Eratum: I mean Mario (not Marion), the guy from El Salvador.
dogie, in ny, would pay 70g in tax every year, and been sold for 1/4 the tax assessed value years ago, just to receive the prorated 2 year refund, and avoid the fair market days tax equal to 15% of its value yearly, but with cal wages, and one in ten affordability, with ten in the community???and nationwide average income for retired couples at 36g?
GO AWAY!!!!!!!!!
Anyone interested in Amway!!!
Chuckle Chuckle!
So do you know what these people paid for the house? They may have lowered the price substantially but if they bought for much less then it is a matter of perspective if they lost money.
As I've mentioned before, most of my friends have owned their homes for quite a while and my parent's since 1963. In the bay area the homes in my parent's area sell for $800-1.5 million. They paid $16,000, are 72, paid off years ago. How far does it have to drop for them to loose money? Same for my twin in Brentwood in the bayarea, bought his house ten years ago for $298,000, sold his house in SJ put $200,000 down. Homes nowselling for $650-800,000. He'd be smelling like a rose if he sold for $400,000 which would be a 50% drop.
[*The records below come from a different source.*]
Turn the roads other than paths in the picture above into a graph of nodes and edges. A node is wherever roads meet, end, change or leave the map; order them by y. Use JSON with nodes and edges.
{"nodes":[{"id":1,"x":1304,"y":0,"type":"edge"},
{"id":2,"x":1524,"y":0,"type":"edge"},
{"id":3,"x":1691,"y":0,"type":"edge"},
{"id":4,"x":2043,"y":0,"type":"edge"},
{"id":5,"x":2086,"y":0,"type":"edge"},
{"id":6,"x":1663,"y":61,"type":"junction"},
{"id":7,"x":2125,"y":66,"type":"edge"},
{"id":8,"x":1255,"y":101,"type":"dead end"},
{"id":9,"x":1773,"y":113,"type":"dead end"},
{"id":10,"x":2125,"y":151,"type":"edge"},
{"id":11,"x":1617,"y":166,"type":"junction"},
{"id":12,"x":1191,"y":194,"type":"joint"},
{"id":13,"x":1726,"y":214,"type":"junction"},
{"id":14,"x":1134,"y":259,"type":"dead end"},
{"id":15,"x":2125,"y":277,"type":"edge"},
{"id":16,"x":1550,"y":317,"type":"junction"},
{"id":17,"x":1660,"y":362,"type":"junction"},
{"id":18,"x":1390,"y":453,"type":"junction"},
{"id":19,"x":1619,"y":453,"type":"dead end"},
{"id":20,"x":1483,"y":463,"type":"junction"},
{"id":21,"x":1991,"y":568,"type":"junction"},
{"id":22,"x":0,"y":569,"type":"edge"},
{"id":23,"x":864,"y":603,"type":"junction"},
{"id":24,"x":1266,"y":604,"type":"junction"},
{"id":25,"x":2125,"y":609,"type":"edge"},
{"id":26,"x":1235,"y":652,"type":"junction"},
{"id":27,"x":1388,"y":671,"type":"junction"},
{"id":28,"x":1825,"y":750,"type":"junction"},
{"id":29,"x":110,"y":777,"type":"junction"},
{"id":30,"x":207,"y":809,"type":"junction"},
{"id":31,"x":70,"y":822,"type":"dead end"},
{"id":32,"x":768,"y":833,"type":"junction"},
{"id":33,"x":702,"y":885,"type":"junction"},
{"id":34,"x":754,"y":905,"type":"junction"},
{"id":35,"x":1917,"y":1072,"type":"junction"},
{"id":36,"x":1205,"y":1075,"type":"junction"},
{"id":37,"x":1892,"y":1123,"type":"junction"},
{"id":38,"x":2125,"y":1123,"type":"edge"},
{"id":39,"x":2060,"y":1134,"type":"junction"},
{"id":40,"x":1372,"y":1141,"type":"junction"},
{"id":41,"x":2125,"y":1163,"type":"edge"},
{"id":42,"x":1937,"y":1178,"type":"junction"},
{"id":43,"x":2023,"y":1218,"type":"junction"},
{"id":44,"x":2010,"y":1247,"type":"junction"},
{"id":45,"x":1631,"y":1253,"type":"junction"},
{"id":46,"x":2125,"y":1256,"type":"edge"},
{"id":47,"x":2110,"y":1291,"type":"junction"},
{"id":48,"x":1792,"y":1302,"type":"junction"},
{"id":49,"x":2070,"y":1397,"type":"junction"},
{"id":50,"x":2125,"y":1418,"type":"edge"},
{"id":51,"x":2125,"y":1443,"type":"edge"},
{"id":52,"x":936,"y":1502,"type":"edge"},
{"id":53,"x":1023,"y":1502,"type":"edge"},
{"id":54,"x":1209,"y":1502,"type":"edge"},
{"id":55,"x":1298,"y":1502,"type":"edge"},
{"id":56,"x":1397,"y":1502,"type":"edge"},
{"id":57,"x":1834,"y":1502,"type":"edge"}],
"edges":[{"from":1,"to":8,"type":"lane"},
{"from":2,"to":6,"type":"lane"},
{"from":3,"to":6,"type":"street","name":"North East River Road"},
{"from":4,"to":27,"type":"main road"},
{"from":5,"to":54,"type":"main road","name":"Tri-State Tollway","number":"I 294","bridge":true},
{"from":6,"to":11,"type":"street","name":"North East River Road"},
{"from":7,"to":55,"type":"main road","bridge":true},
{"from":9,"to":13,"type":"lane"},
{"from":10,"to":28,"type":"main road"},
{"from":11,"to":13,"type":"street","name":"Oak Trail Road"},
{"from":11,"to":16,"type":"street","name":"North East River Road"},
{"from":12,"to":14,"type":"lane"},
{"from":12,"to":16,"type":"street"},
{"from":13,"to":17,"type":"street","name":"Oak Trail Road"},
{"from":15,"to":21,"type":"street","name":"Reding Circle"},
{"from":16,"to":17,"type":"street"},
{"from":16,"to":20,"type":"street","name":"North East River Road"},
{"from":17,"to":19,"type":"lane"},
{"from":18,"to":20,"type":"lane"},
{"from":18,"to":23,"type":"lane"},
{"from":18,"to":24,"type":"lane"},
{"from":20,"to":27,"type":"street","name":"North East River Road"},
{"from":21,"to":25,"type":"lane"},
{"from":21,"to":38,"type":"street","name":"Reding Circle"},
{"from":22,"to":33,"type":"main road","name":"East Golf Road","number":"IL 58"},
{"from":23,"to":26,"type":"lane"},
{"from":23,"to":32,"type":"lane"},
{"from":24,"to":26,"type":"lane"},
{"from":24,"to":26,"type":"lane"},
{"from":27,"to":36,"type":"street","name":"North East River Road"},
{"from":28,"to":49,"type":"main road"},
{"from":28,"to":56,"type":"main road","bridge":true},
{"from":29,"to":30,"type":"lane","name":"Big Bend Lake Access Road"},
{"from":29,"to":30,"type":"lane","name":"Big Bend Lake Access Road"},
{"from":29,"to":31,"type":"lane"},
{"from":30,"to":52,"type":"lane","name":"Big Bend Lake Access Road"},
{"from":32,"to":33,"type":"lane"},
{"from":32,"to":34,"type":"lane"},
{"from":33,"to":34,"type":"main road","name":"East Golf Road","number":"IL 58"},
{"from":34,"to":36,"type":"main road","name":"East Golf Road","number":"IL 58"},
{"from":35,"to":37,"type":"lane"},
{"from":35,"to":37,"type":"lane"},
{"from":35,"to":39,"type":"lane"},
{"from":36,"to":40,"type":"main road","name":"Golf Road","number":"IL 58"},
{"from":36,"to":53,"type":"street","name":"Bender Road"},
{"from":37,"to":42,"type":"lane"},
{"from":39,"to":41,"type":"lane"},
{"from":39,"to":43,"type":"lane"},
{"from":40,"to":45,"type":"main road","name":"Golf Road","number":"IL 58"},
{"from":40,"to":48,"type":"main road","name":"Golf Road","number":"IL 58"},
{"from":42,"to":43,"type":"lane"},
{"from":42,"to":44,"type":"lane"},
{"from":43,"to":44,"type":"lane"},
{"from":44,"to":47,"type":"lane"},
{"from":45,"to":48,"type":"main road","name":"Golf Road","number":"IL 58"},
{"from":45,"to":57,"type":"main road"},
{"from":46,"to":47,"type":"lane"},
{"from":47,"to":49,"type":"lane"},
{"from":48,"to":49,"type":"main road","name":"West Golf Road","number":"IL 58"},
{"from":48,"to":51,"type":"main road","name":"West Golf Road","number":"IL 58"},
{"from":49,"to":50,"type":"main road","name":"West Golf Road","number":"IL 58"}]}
Our friends in Phoenix? Same, their homes bought for $145,000 fifteen years ago, area homes selling for $450-1 million so if their price falls 50% they still make money. Another friend in Avondale paid $212,000 five years ago. Recent sells were $420,000 for the same house. If the price falls to $300,000 they sill walk with over $120,000 (they owe about $180,000)
Point? You need more than half the story to figure out what is going on. Not every American is an idiot who over-paid, bought in 2004, didn't roll over equity and is as vunerable as idiot Californians....oh, but statistically they have one of the lowest mortgage deliquency rates in the country or forclosures.
Will prices fall? In those over-heated markets most definitely! On my trip I overheard a doctor telling his friend that another doctor was buying a house in Pisomo beach area for 15 million and walked away from his deposit because he figured the loss from completing the purchase would be higher.
It is like here in Texas, prices per sq ft range from $10 to $400 for most homes but what does that number by itself tell you? Nothing. You need to know where, what condition, how much land, if it was a forclosure etc.
Some of these stories are no different than those Muslim radicals taking the Pope's comments out of context to inflame.